Dossier Maurice Rollinat

 

MAURICE ROLLINAT DANS LA PRESSE

Portrait de Maurice Rollinat par Catherine Réault-Crosnier.

 

Beaumarchais. Journal satirique, littéraire et financier

Dimanche 3 décembre 1882

Page 2.

(Voir le texte d’origine sur Gallica.)

 

 

A TRAVERS LA SEMAINE

(…)

Jeudi. –

Le bon La Fontaine, déjà nommé, avait découvert Baruch. Mme Sarah Bernhardt vient de découvrir Rollinat, et, sur ses instances, le Figaro – qui veut rentrer en grâce auprès de la gent comédienne – a tressé une couronne triomphale au poète, à peine connu hier, et en passe aujourd’hui de devenir célèbre.

Mon ami L. Victor Meunier, qui a consacré au protégé de Mme Damala une de ses intéressantes causeries de la Bataille, me semble un peu bien injuste pour Rollinat, dont j’ai lu de fort beaux vers, marqués au coin d’une originalité fière et hardie, et d’une superbe allure.

Je conviens que ceux que Meunier a choisis – non sans quelque malice – pour les citer, donneraient une assez faible idée de l’œuvre de Rollinat ; ceux.-ci par exemple :

Quand tu m’es apparue en rêve comme un ange,
Devant mes yeux chagrins l’arc-en ciel a brillé,
Bleu, rouge, indigo, vert, violet, jaune, orange.

Ce dernier vers m’a remis en mémoire un vieux professeur de mathématiques affligé de la manie de la mnémotechnie, et qui provoquait sur nos bancs une formidable hilarité lorsqu’il nous enseignait gravement – et sans rire, lui, le moins du monde – le moyen de retenir une formule difficile. Il avait inventé – pour la formule de la circonférence – ces deux hexamètres approximatifs :

J’attache deux pierres au cordon que je lance,
Elles décrivent en l’air une circonférence.

Et il ne manquait pas de nous faire remarquer, quand il venait dans notre cour de récréation, l’exacte concordance du phénomène physique avec la loi mathématique.

Pour nous faire apprendre les couleurs du spectre solaire, il nous avait recommandé le vers suivant :

Violet, indigo, bleu, vert, jaune, orange, rouge.

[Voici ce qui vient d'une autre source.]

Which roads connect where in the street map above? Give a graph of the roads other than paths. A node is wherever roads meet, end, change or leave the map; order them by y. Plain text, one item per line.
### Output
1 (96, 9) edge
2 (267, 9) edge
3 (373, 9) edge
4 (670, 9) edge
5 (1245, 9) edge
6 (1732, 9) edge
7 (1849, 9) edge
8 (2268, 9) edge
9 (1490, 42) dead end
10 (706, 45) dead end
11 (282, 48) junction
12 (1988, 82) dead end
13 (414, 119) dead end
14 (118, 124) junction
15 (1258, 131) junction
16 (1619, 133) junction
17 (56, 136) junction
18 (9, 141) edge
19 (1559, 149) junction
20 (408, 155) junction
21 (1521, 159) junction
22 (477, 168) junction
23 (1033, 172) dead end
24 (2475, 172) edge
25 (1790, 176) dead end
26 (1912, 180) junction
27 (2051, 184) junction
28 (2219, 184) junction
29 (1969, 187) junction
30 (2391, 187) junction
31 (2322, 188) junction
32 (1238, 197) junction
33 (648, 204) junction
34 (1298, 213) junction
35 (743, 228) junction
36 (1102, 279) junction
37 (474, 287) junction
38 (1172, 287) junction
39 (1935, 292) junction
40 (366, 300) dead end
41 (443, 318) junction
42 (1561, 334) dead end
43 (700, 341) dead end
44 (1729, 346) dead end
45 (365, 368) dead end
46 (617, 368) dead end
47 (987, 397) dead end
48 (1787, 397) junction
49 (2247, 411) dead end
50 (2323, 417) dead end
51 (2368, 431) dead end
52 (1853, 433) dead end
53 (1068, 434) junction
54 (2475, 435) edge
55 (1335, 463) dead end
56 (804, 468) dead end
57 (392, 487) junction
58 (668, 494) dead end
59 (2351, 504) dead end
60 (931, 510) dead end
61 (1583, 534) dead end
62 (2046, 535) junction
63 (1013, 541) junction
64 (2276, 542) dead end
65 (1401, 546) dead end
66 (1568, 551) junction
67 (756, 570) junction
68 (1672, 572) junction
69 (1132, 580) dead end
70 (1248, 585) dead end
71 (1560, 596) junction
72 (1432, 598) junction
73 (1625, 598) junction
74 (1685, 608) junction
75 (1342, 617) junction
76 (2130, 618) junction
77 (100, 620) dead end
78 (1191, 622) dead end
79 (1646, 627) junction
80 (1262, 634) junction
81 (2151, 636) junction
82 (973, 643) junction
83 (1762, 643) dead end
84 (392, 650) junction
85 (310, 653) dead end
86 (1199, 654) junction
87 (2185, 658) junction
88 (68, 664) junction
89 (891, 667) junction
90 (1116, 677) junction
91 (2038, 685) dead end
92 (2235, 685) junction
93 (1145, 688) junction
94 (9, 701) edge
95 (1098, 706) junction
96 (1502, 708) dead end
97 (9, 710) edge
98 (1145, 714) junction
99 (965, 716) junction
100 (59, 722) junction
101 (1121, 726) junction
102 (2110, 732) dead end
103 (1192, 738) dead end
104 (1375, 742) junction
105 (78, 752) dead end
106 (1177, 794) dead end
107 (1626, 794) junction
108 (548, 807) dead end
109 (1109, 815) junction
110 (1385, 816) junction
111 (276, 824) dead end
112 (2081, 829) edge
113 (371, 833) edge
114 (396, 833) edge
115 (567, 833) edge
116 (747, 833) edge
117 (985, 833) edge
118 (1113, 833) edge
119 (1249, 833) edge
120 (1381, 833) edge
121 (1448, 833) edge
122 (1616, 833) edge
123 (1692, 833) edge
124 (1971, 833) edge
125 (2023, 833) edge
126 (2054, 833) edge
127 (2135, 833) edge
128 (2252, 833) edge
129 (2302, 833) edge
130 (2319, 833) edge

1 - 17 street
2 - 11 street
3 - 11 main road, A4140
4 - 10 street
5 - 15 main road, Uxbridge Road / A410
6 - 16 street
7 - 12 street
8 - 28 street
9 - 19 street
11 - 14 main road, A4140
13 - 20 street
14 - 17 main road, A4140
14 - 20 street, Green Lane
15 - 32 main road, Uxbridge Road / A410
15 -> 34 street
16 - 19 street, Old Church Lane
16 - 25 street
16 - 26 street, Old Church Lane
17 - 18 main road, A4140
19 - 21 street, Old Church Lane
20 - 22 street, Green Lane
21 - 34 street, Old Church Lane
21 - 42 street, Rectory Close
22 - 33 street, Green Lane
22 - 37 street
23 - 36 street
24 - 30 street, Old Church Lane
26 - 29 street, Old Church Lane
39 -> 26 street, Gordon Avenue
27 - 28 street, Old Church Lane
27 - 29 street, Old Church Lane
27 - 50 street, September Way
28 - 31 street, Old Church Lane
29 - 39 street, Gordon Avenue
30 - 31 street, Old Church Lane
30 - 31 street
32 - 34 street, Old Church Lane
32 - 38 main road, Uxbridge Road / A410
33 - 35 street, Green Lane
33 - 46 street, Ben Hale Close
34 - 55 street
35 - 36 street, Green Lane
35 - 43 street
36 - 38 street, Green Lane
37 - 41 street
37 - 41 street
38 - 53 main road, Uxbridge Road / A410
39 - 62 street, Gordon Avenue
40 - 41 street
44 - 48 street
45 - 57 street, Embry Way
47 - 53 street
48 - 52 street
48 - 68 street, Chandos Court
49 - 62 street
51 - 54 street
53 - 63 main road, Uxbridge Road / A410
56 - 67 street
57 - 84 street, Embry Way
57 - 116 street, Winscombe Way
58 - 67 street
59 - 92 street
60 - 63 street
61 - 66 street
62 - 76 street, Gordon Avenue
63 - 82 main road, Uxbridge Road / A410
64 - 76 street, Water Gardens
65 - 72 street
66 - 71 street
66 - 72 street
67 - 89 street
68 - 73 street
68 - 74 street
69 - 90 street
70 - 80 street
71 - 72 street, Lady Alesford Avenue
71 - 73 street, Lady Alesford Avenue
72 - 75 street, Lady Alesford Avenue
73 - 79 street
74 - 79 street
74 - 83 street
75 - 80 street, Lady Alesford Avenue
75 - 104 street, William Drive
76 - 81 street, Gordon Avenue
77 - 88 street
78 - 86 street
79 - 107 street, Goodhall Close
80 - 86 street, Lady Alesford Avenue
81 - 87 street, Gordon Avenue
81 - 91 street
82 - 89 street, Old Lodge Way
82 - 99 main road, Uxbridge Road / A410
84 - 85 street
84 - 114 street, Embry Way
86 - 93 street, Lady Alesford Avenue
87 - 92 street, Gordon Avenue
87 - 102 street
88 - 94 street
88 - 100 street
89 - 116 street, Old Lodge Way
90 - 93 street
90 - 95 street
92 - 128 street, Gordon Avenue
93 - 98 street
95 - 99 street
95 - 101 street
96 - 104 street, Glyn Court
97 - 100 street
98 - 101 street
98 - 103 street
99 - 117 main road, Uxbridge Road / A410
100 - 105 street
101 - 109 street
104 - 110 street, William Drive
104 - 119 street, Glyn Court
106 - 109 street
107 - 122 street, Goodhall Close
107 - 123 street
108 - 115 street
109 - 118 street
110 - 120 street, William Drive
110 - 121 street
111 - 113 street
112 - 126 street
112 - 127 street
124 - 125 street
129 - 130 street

Rollinat pourrait bien être aussi un ancien élève de cet honnête fossile. Mais, du moins, ses vers ont le rhythme et la mesure.

(…)

Charles Gérard.

 

Remarques de Régis Crosnier :

– 1 – L’expression « Le bon La Fontaine avait découvert Baruch. » renvoie à l’anecdote suivante racontée par Louis Racine (fils de Jean Racine) : « Mon père le mena [Jean de La Fontaine] un jour à ténèbres ; et s’apercevant que l’office lui paroissoit long, il lui donna pour l’occuper un volume de la Bible qui contenoit les petits prophètes. Il tombe sur la prière des Juifs dans Baruch ; et ne pouvant se lasser de l’admirer, il disoit à mon père : « C’étoit un beau génie que Baruch : qui étoit-il ? » Le lendemain, et plusieurs jours suivans, lorsqu’il rencontroit dans la rue quelque personne de sa connoissance, après les complimens ordinaires, il élevoit sa voix pour dire : « Avez-vous lu Baruch ? C’étoit un beau génie. » » (pages 156 et 157 des Œuvres de Louis Racine, tome cinquième, Le Normant imprimeur-libraire, Paris, 1808, 586 pages).

– 2 – La soirée chez Sarah Bernhardt consacrée à Maurice Rollinat, s’est déroulée le 5 novembre. L’article du Figaro est celui d’Albert Wolff paru dans l’édition du jeudi 9 novembre 1882, page 1, et intitulé Courrier de Paris.

– 3 – Nous n’avons pas retrouvé l’article de Victor Meunier paru dans la Bataille.